NEWS- The Mitch: Van Yahres walked the walk


Charlotteville's best-known arborist stood up for the poor– and for the wrongly felled tree.
FILE PHOTO BY JEN FARIELLO

He was a familiar sight on the Downtown Mall. For years, his 57th District legislative office was there. On Friday nights, he frequently could be spotted out on a date with Betty, his wife of 60 years. In fact, it could be argued that Charlottesville wouldn't even have a Downtown Mall were it not for Mitch Van Yahres, one of two City Councilors who voted to brick over Main Street in 1974.

Van Yahres, 81, won't be seen on the Downtown Mall anymore. He died February 8 following complications from surgery for lung cancer.

In more recent decades, he was better known as Charlottesville's delegate to the General Assembly, a seat he held for 24 years, a liberal Democratic voice in an increasingly conservative body.

In 2005, the General Assembly had become a less congenial place for the longtime Dem, who saw no shame in being called a liberal. "The environment has changed, and it's not for the good," he told the Hook after declining to seek another term at age 78. "It's not a pleasure to be there. It used to be you were able to have friends on both sides of the aisle. There was a political spirit of compromise. Now you have to win battles."

Connie Jorgensen was Van Yahres' legislative aide for almost seven years. One of her favorite Mitch stories is about how he got the General Assembly to apologize for eugenics and the involuntary sterilization of those deemed "genetically inferior," a movement that started in 1927 and didn't stop until 1974, after 7,500 Virginians had undergone the procedure.

"He didn't know about it," says Jorgensen. "He read a series in the Times-Dispatch. He saw a wrong and worked to correct it."

Van Yahres drafted a resolution in 2001 in which the General Assembly expressed its "profound regret" for the involuntary sterilizations, knowing full well the legislative body was not about to apologize, says Jorgensen. Within a few months, Governor Mark Warner apologized for the Commonwealth's eugenics laws.

In a sea of lawyers, Van Yahres was the General Assembly's only tree surgeon and became head of the agriculture committee. He got perhaps the most flak for his support of decriminalizing the cultivation of industrial hemp, a multi-use plant that resembles marijuana. "He didn't get very far with it," Jorgensen says, "but he believed in it."

A Long Island native, the man known simply as "Mitch" moved to Charlottesville in 1949 and started his tree surgery business. Even after retiring from Van Yahres Tree Service, he remained a tree advocate, most recently chastising the city for cutting down a deodora cedar to make way for the Pavilion and Transit Center in 2004, as well as for taking out another 20 or so smaller trees toward Belmont Bridge. He had planted the cedar in front of City Hall in the 1950s. 

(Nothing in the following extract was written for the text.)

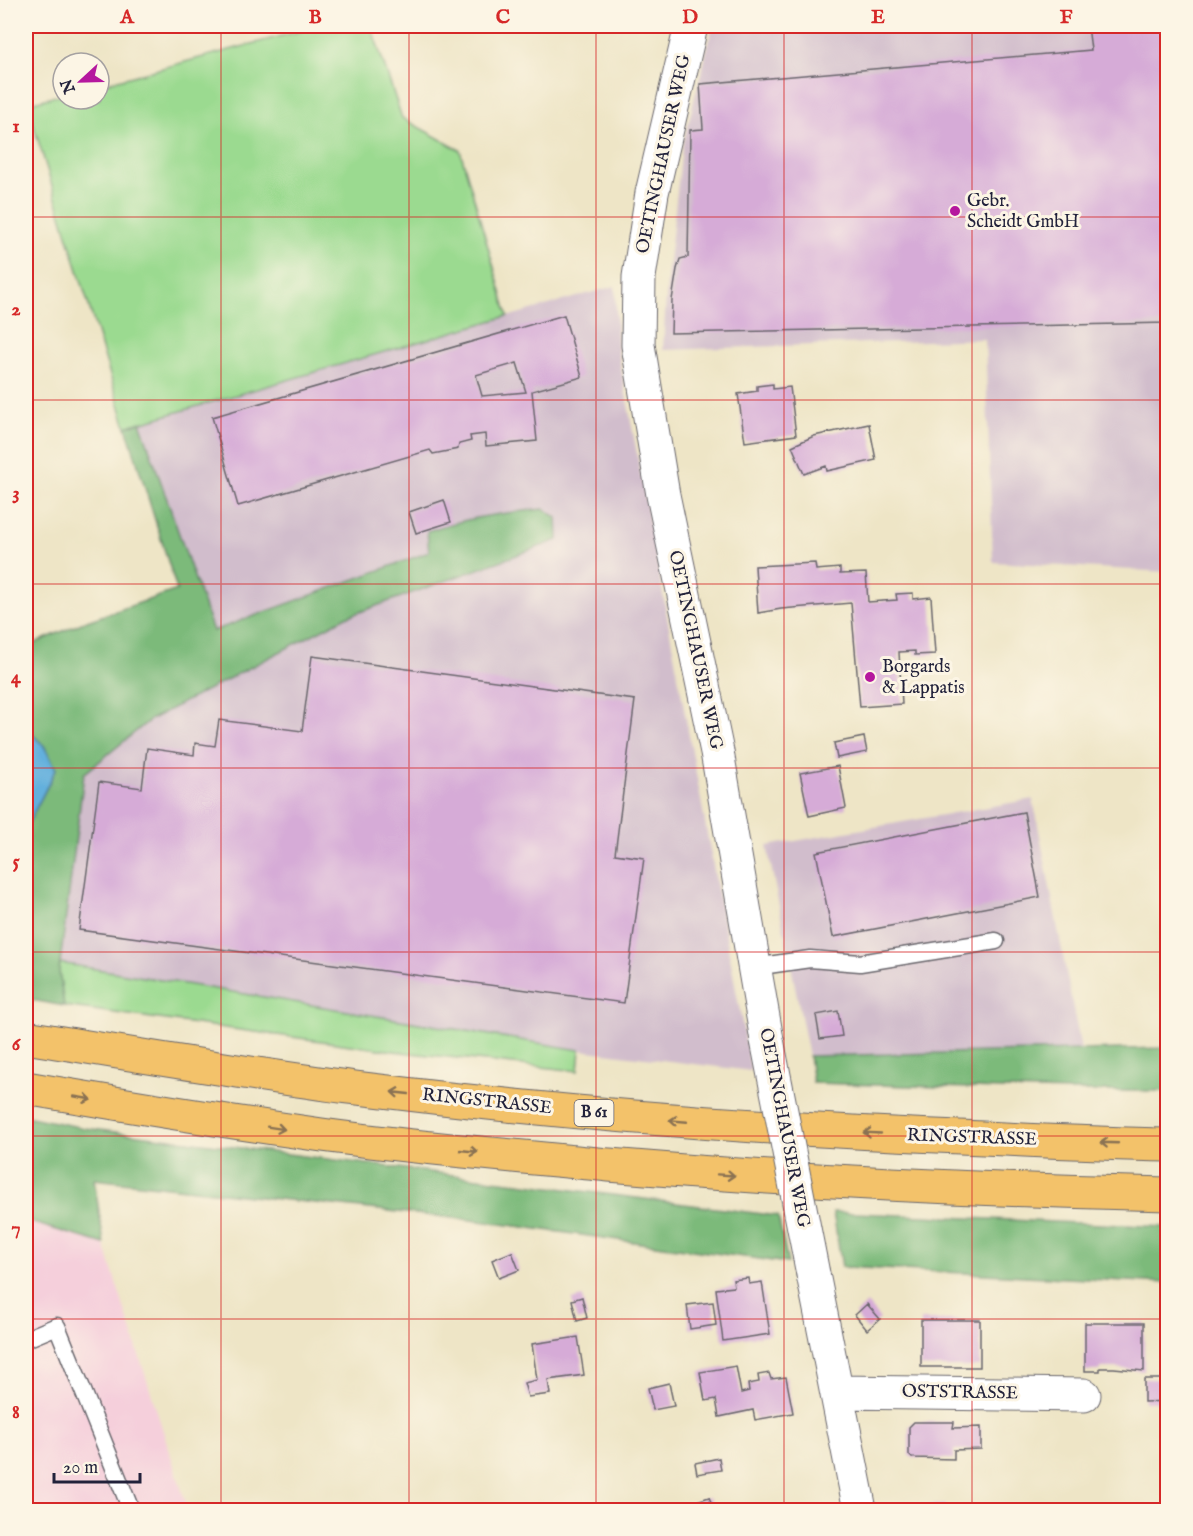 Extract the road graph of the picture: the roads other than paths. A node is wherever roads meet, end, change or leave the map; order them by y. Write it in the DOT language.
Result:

"Those little trees could have been saved," said Van Yahres. "We think of ourselves being so sophisticated, but that was as brutal a thing as could be done."

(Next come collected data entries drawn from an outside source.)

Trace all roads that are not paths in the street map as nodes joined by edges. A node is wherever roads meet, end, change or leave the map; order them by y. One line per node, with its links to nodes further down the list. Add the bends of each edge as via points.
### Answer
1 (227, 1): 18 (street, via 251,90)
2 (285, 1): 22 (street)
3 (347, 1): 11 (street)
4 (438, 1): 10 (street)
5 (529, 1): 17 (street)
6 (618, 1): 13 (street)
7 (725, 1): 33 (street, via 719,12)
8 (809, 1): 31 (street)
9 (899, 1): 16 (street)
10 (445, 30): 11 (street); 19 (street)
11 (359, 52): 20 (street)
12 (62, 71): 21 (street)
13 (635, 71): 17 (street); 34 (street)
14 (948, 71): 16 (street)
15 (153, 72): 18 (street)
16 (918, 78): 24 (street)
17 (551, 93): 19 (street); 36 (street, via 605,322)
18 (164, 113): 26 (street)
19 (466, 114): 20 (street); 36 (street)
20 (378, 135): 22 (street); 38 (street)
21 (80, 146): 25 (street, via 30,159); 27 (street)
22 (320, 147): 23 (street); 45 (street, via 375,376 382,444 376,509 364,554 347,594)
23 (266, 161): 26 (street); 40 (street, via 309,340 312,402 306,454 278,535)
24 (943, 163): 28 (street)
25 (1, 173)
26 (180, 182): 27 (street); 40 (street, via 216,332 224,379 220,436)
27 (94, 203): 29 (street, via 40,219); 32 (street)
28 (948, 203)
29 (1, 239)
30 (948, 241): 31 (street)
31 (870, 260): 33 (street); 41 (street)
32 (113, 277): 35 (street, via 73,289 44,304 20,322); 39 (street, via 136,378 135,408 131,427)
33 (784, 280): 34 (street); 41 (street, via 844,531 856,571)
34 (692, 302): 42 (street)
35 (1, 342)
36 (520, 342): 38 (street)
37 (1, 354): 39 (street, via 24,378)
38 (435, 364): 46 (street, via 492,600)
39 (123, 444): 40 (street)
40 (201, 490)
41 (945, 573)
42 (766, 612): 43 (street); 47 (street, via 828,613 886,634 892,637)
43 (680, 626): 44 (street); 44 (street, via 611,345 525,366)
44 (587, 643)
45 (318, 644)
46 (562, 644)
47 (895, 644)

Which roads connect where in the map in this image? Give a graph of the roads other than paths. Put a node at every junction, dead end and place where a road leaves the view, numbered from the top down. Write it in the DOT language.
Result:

Van Yahres was elected to City Council in 1968 and served as mayor from 1970 to 1972. "He was fair and concerned about race," remembers Charles Barbour, the city's first black mayor, who served on Council with Van Yahres, joined him in that historic Mall vote, and served at a time when Fry's Spring Beach Club was still segregated.

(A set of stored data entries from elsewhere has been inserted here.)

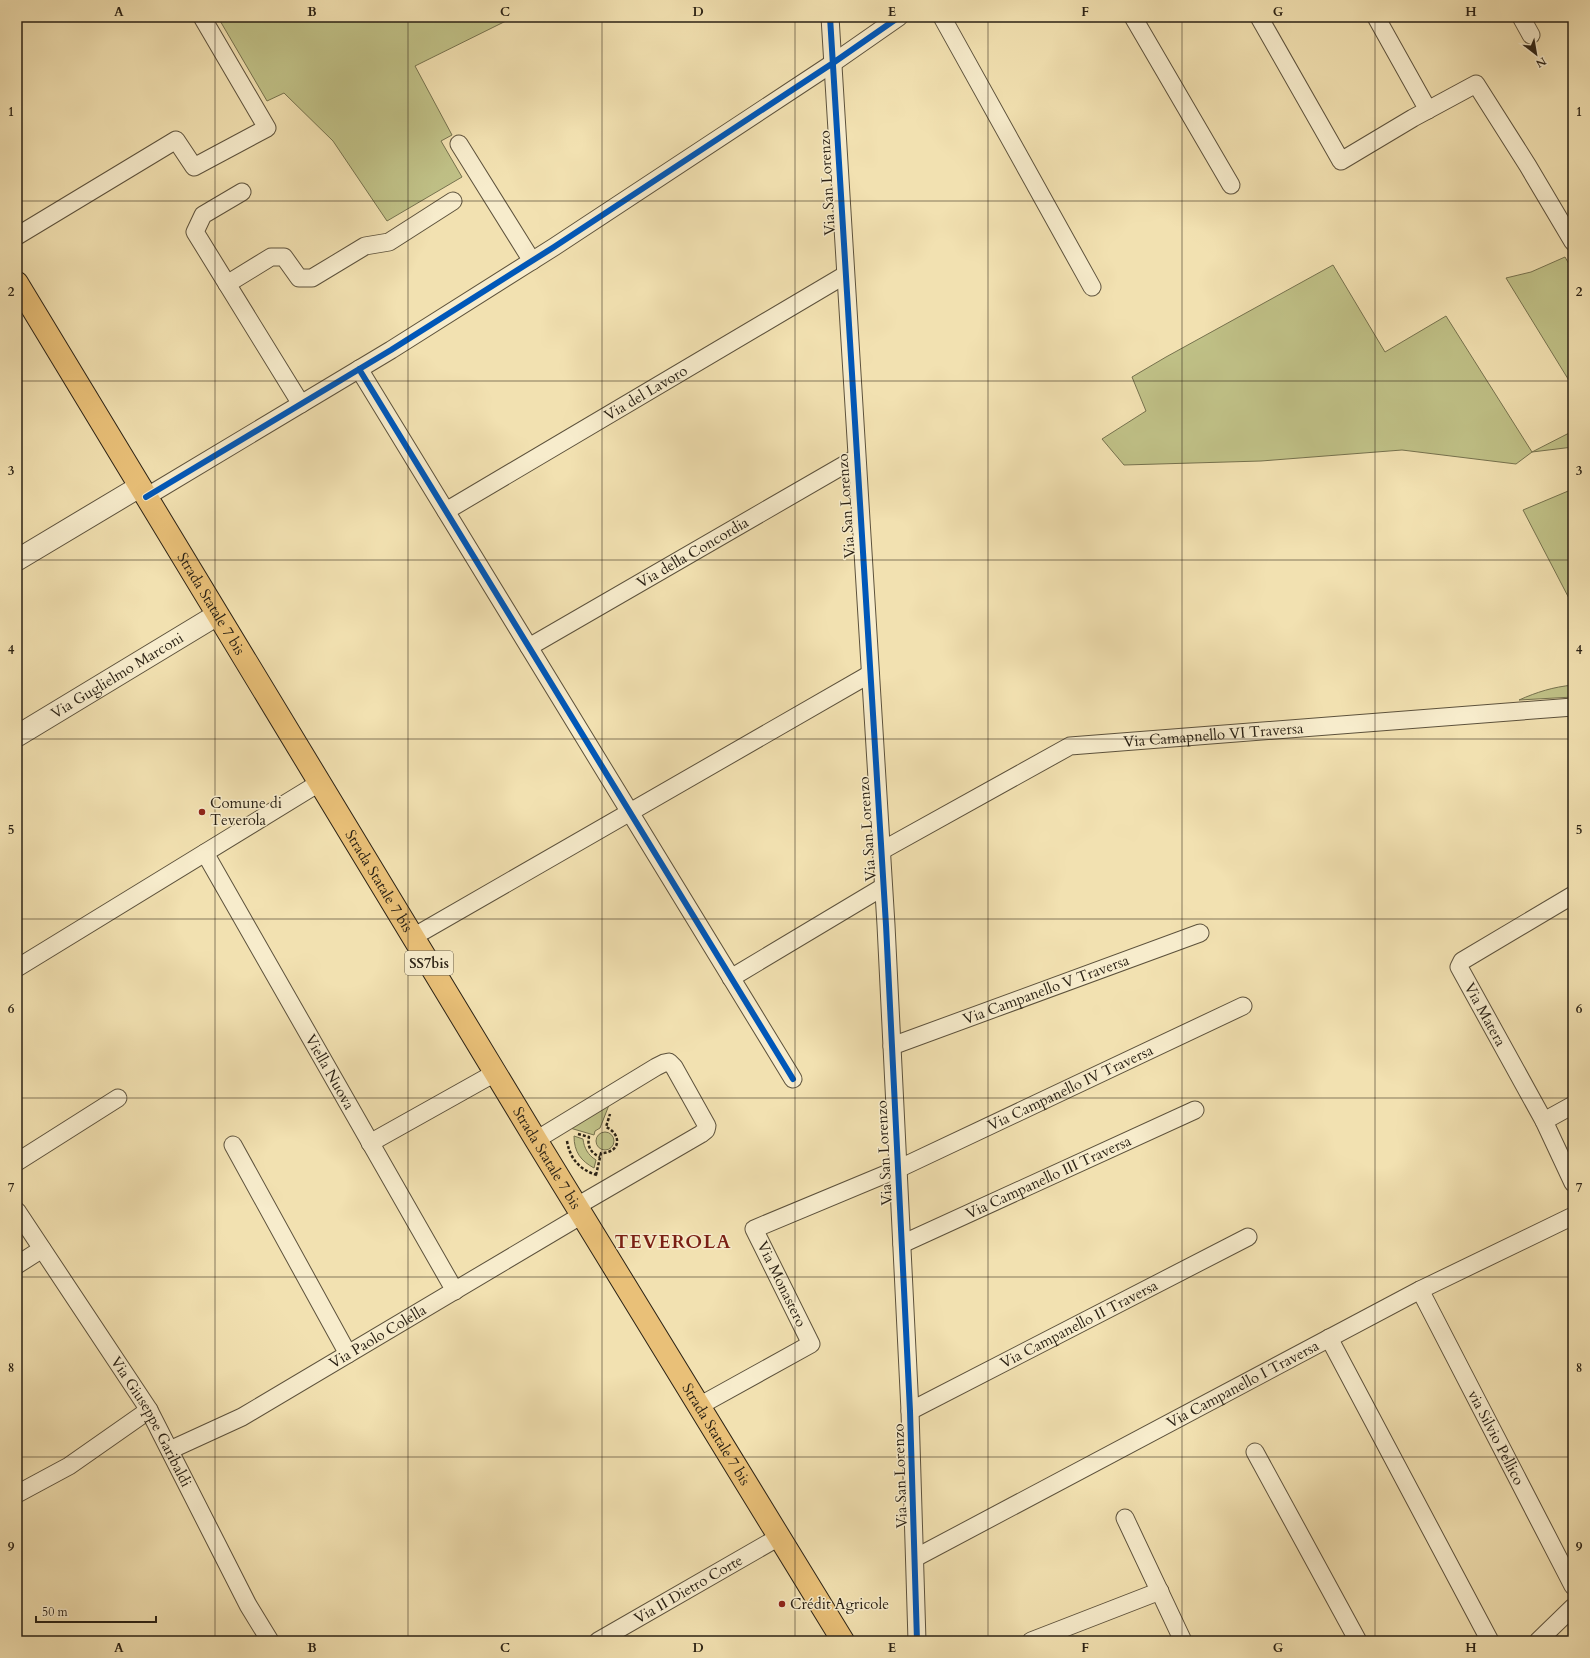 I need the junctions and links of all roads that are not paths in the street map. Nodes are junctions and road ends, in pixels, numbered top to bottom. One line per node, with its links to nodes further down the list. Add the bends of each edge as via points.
1 (202, 17): 16 (street, via 267,128 194,167 176,140)
2 (830, 17): 10 (street, Via San Lorenzo)
3 (899, 17): 10 (street)
4 (942, 17): 22 (street)
5 (1133, 17): 13 (street)
6 (1259, 17): 11 (street, via 1341,161)
7 (1376, 17): 11 (street)
8 (1521, 17): 9 (street)
9 (1531, 35)
10 (833, 63): 18 (street); 19 (street, Via San Lorenzo)
11 (1428, 110): 17 (street, via 1476,84)
12 (459, 144): 18 (street)
13 (1231, 185)
14 (242, 192): 21 (street, via 203,215 195,232)
15 (452, 201): 21 (street, via 389,242 366,246 312,278 299,278 284,257 271,257)
16 (17, 236)
17 (1573, 242)
18 (532, 261): 23 (street)
19 (845, 275): 25 (street, Via San Lorenzo); 27 (street, Via del Lavoro)
20 (17, 283): 26 (main road, Strada Statale 7 bis / SS7bis)
21 (227, 284): 24 (street)
22 (1092, 286)
23 (359, 369): 24 (street); 27 (street)
24 (301, 404): 26 (street)
25 (856, 458): 30 (street, Via della Concordia); 31 (street, Via San Lorenzo)
26 (142, 492): 28 (street); 29 (main road, Strada Statale 7 bis / SS7bis)
27 (446, 511): 30 (street)
28 (18, 557)
29 (217, 614): 33 (street, Via Guglielmo Marconi); 34 (main road, Strada Statale 7 bis / SS7bis)
30 (529, 647): 35 (street)
31 (870, 674): 35 (street); 36 (street, Via San Lorenzo)
32 (1573, 707): 36 (street, Via Camapnello VI Traversa, via 1070,746)
33 (17, 736)
34 (319, 783): 37 (street); 41 (main road, Strada Statale 7 bis / SS7bis)
35 (630, 812): 41 (street); 43 (street)
36 (881, 851): 38 (street, Via San Lorenzo)
37 (204, 853): 42 (street); 53 (street, Viella Nuova)
38 (883, 887): 43 (street); 45 (street, Via San Lorenzo)
39 (1573, 895): 51 (street, Via Matera, via 1462,961 1459,967)
40 (1200, 933): 45 (street, Via Campanello V Traversa)
41 (413, 937): 46 (main road, Strada Statale 7 bis / SS7bis)
42 (17, 968)
43 (731, 978): 47 (street)
44 (1243, 1006): 56 (street, Via Campanello IV Traversa)
45 (892, 1046): 56 (street, Via San Lorenzo)
46 (496, 1073): 52 (main road, Strada Statale 7 bis / SS7bis); 53 (street)
47 (793, 1079)
48 (118, 1098): 55 (street)
49 (1573, 1105): 51 (street)
50 (1195, 1110): 62 (street, Via Campanello III Traversa)
51 (1544, 1121): 57 (street, Via Matera)
52 (536, 1140): 58 (main road, Strada Statale 7 bis / SS7bis); 58 (street, Via Paolo Colella, via 656,1067 670,1062 674,1067 707,1126 706,1130)
53 (370, 1143): 65 (street, Viella Nuova)
54 (233, 1145): 68 (street)
55 (17, 1162)
56 (898, 1169): 62 (street, Via San Lorenzo); 69 (street, Via Monastero, via 754,1229 811,1344)
57 (1573, 1183)
58 (579, 1210): 65 (street, Via Paolo Colella); 69 (main road, Strada Statale 7 bis / SS7bis)
59 (17, 1211): 63 (street, Via Giuseppe Garibaldi)
60 (1573, 1216): 66 (street, Via Campanello I Traversa)
61 (1248, 1237): 71 (street, Via Campanello II Traversa)
62 (902, 1244): 71 (street, Via San Lorenzo)
63 (42, 1249): 64 (street); 70 (street, Via Giuseppe Garibaldi)
64 (17, 1265)
65 (455, 1290): 68 (street, Via Paolo Colella)
66 (1420, 1290): 67 (street, Via Campanello I Traversa); 78 (street, via Silvio Pellico)
67 (1329, 1338): 77 (street, Via Campanello I Traversa); 88 (street)
68 (348, 1354): 72 (street, Via Paolo Colella, via 242,1417)
69 (699, 1406): 76 (main road, Strada Statale 7 bis / SS7bis)
70 (149, 1410): 72 (street, Via Giuseppe Garibaldi); 74 (street, via 69,1466)
71 (910, 1412): 77 (street, Via San Lorenzo)
72 (170, 1450): 82 (street, Via Giuseppe Garibaldi, via 248,1604)
73 (1255, 1452): 87 (street)
74 (17, 1494)
75 (1125, 1518): 79 (street)
76 (779, 1537): 83 (street, Via II Dietro Corte); 84 (main road, Strada Statale 7 bis / SS7bis)
77 (916, 1558): 81 (street, Via San Lorenzo)
78 (1573, 1586)
79 (1160, 1591): 85 (street); 86 (street)
80 (1573, 1607): 89 (street)
81 (913, 1640)
82 (270, 1641)
83 (598, 1641)
84 (843, 1641)
85 (1031, 1641)
86 (1183, 1641)
87 (1358, 1641)
88 (1490, 1641)
89 (1538, 1641)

"He would not attend a function where I as a black would not be welcome," says Barbour. "He was the first modern day mayor who did a lot for the city and set the stage for all the good things we have today." (Barbour also recalls that when refreshments were served, he and Van Yahres were always the first to get to the peanuts.)

Former City Councilor Meredith Richards did fund raising for Van Yahres' reelections in 1993 and 1995. "He never raised a lot of money– he raised a little," says Richards. "He was indifferent to fund raising. He'd already sworn off tobacco money." 

When he had an oppenent in 1993, he saw the value in raising money– "so he could pass it on to other candidates with his Road Back PAC," says Richards.

"Mitch stayed very close to his community and to his constituents," she adds. "Everybody knew Mitch. Any time of day you could come into his office and he'd drop everything."

Van Yahres was also known for his fashion– a propensity for plaid shirts with the sleeves rolled up, says Richards. That look faded after she and Betty planned a surprise party and 300 people showed up wearing plaid shirts. ("Maybe he decided his plaid days were over," Richards muses of his later penchant for polo shirts.)

He lived a couple of blocks off the Mall, walked everywhere, and chatted with everyone, Richards says. "He was a good ole-fashioned politician."

Even in death, Van Yahres' political side was obvious in his obituary, which urged "his friends, which included everyone who met him, to make a healthy and significant contribution to the campaign of Barack Obama" in lieu of flowers.

"What he was really about was letting people be heard," says Jorgensen. "Walking down the Mall took two to three times longer than ordinary because people had to talk to Mitch. I can't tell you the number of times we were late."

Mitch Van Yahres won't be walking on the Downtown Mall anymore. But his footprints remain.